Não tenho como discordar. Seu comportamento realmente ficou estranho em um momento, um único momento, a ponto de eu nem mesmo reconhecê-la.

Me abaixo ao lado de Mika, vendo que em suas asas o brilho dourado está fraco, com manchas sombrias em parte de suas plumagens, e em sua auréola as chamas estão ausentes. Enxergo alguns machucados em seu rosto, parte de suas roupas rasgaram e vejo muitos arranhões em sua pele. Ela lutou até a exaustão.

Além disso, seu corpo inteiro emana um calor ainda maior do que quando estava em casa, e mesmo desacordada, a energia destrutiva que emana de si é intensa. Seu cabelo se tornou um cobre escuro, quase que inteiramente negro, sua pele está mais pálida e ela parece mais magra. Algo instável e pulsante como um coração ardente pode ser percebido dentro de si, envolto em maldade e perversão, que só senti igual em demônios que lidei no passado.

A ajeito devagar e a ergo em meus braços, fitando seu rosto por longos segundos. Encontro um semblante tenso e repleto de hostilidade em sua face, sobrancelhas tensas e uma boca contraída dando um aspecto de fúria implacável ao anjo. Uma delicadeza manchada pela sujeira, machucados e a influência do submundo.

Aperto meus olhos em raiva por tudo que aconteceu com Mika, e grande frustração por não ter conseguido impedir que as coisas acontecessem dessa maneira.

- Sabe o que aconteceu com ela? – Ele pergunta.

- Não tudo... – Respondo com pesar, abrindo minhas asas – A levarei de volta para casa.
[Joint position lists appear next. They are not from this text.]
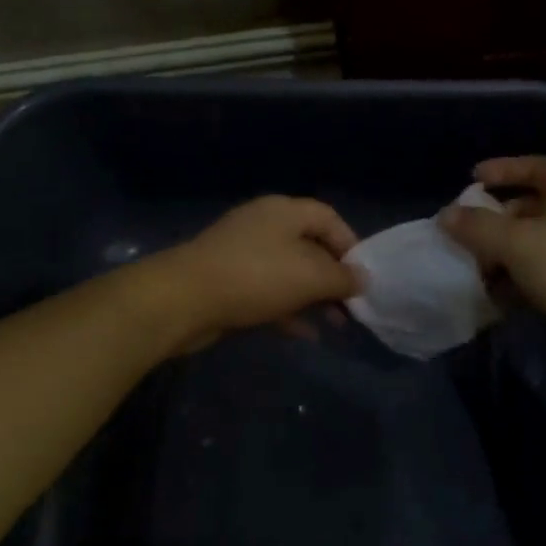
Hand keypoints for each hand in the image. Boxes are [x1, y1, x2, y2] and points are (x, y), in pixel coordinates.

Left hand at [150, 195, 362, 347]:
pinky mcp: (227, 281)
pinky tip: (304, 334)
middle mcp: (264, 225)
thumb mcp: (310, 277)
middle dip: (333, 278)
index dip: (351, 245)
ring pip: (289, 272)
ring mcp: (242, 253)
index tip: (363, 277)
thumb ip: (342, 278)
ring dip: (314, 297)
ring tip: (335, 325)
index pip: (329, 218)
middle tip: (351, 307)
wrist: (181, 300)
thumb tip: (362, 278)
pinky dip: (288, 309)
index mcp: (285, 211)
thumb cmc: (255, 277)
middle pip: (310, 246)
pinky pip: (267, 292)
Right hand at [439, 156, 545, 385]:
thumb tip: (446, 214)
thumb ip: (478, 226)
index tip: (473, 177)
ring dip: (503, 253)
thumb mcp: (517, 242)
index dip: (505, 168)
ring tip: (473, 266)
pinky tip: (495, 295)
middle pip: (531, 207)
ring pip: (533, 244)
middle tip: (466, 230)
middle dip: (497, 218)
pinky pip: (540, 274)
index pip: (537, 166)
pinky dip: (517, 280)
No caminho de volta, quero que me conte tudo que você presenciou.

- Estarei logo atrás de você. – O ouço dizer, e num bater de asas ascendo aos céus rapidamente, traçando o caminho de volta para casa.

*****

Com minhas asas abertas e rompendo a escuridão da noite, me aproximo do gramado nos fundos da casa, mantendo meu olhar somente em Mika.
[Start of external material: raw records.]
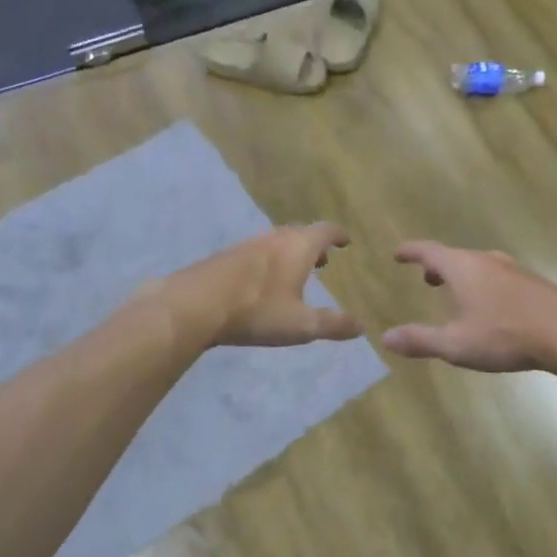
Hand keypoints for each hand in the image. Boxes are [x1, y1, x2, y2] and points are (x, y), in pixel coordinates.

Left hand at [162, 224, 360, 347]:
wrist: (194, 305)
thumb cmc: (256, 311)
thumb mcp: (301, 325)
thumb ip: (333, 324)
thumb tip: (361, 325)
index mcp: (298, 247)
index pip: (325, 230)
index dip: (338, 235)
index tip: (346, 241)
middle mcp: (274, 238)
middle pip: (300, 233)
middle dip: (314, 245)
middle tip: (324, 261)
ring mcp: (246, 245)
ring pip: (276, 242)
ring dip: (290, 253)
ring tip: (295, 273)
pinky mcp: (225, 257)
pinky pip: (256, 253)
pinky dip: (269, 261)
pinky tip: (261, 283)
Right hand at [381, 241, 556, 373]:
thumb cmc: (505, 334)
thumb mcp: (456, 344)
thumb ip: (420, 340)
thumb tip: (386, 338)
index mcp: (462, 268)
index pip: (429, 251)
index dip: (411, 252)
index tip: (398, 254)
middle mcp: (486, 261)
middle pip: (455, 257)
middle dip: (438, 267)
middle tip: (426, 278)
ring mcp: (513, 270)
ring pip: (479, 266)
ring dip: (462, 276)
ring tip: (456, 293)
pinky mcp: (533, 284)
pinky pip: (498, 277)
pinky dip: (484, 285)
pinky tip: (491, 307)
Um peso muito grande recai em mim, um desconforto tão sufocante capaz de tirar minha calma e causar uma pontada de dor constante, algo que me atinge tão fundo, muito além da graça que habita meu corpo. Não tenho certeza de qual a origem de tal sentimento tão desagradável, mas sei o quão mal está me fazendo e o quão inquieto estou.

Meus pés mal tocam o chão, e tenho Nick e Layla correndo até mim com olhares preocupados em seus rostos.
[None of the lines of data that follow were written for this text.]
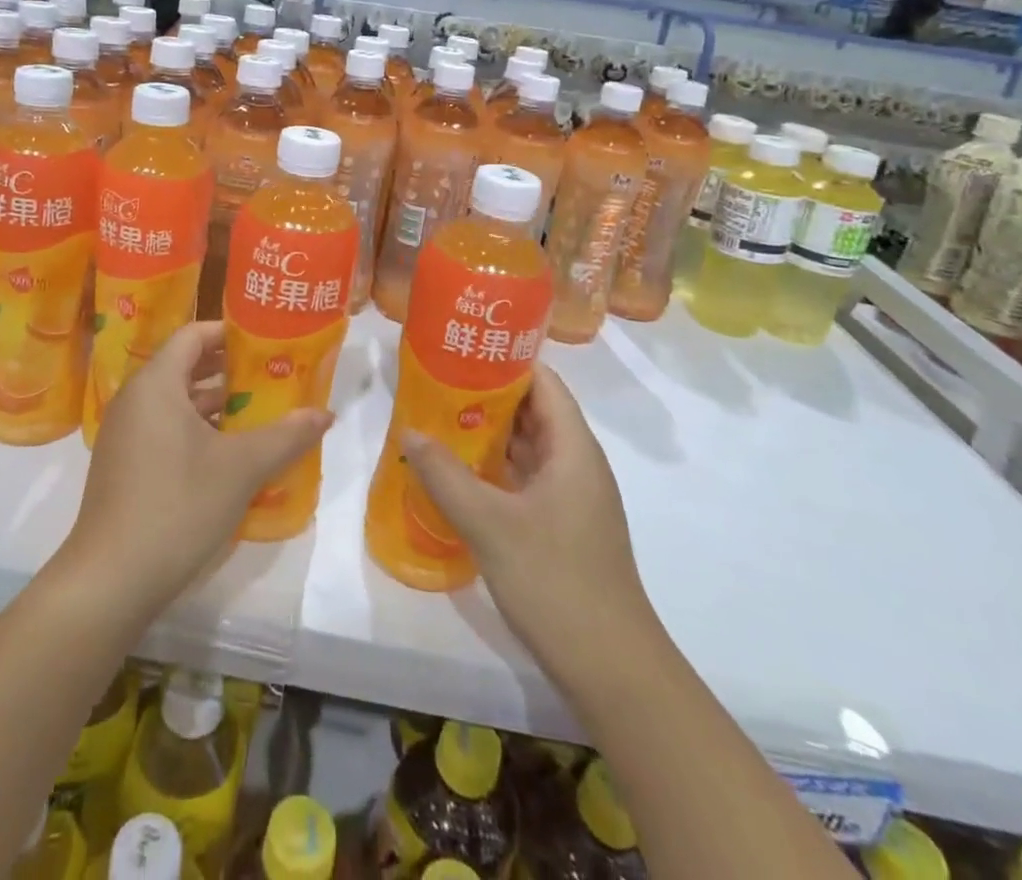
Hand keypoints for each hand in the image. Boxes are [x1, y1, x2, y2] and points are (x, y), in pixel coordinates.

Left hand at [61, 322, 331, 618]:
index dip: (230, 333)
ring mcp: (125, 434)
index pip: (193, 334)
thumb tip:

Ouço um ruído no gramado, seguido por uma fraca onda de vento passando por mim, e sei que a Cria do Abismo também chegou, e antes de seguir em direção a minha casa, não deixo escapar os olhares espantados dos dois com o recém-chegado.

- Eu queria que fosse a Mika, mas tinha medo que fosse ela. – Layla diz parando bem a minha frente e olhando para Mika. – Onde a encontrou?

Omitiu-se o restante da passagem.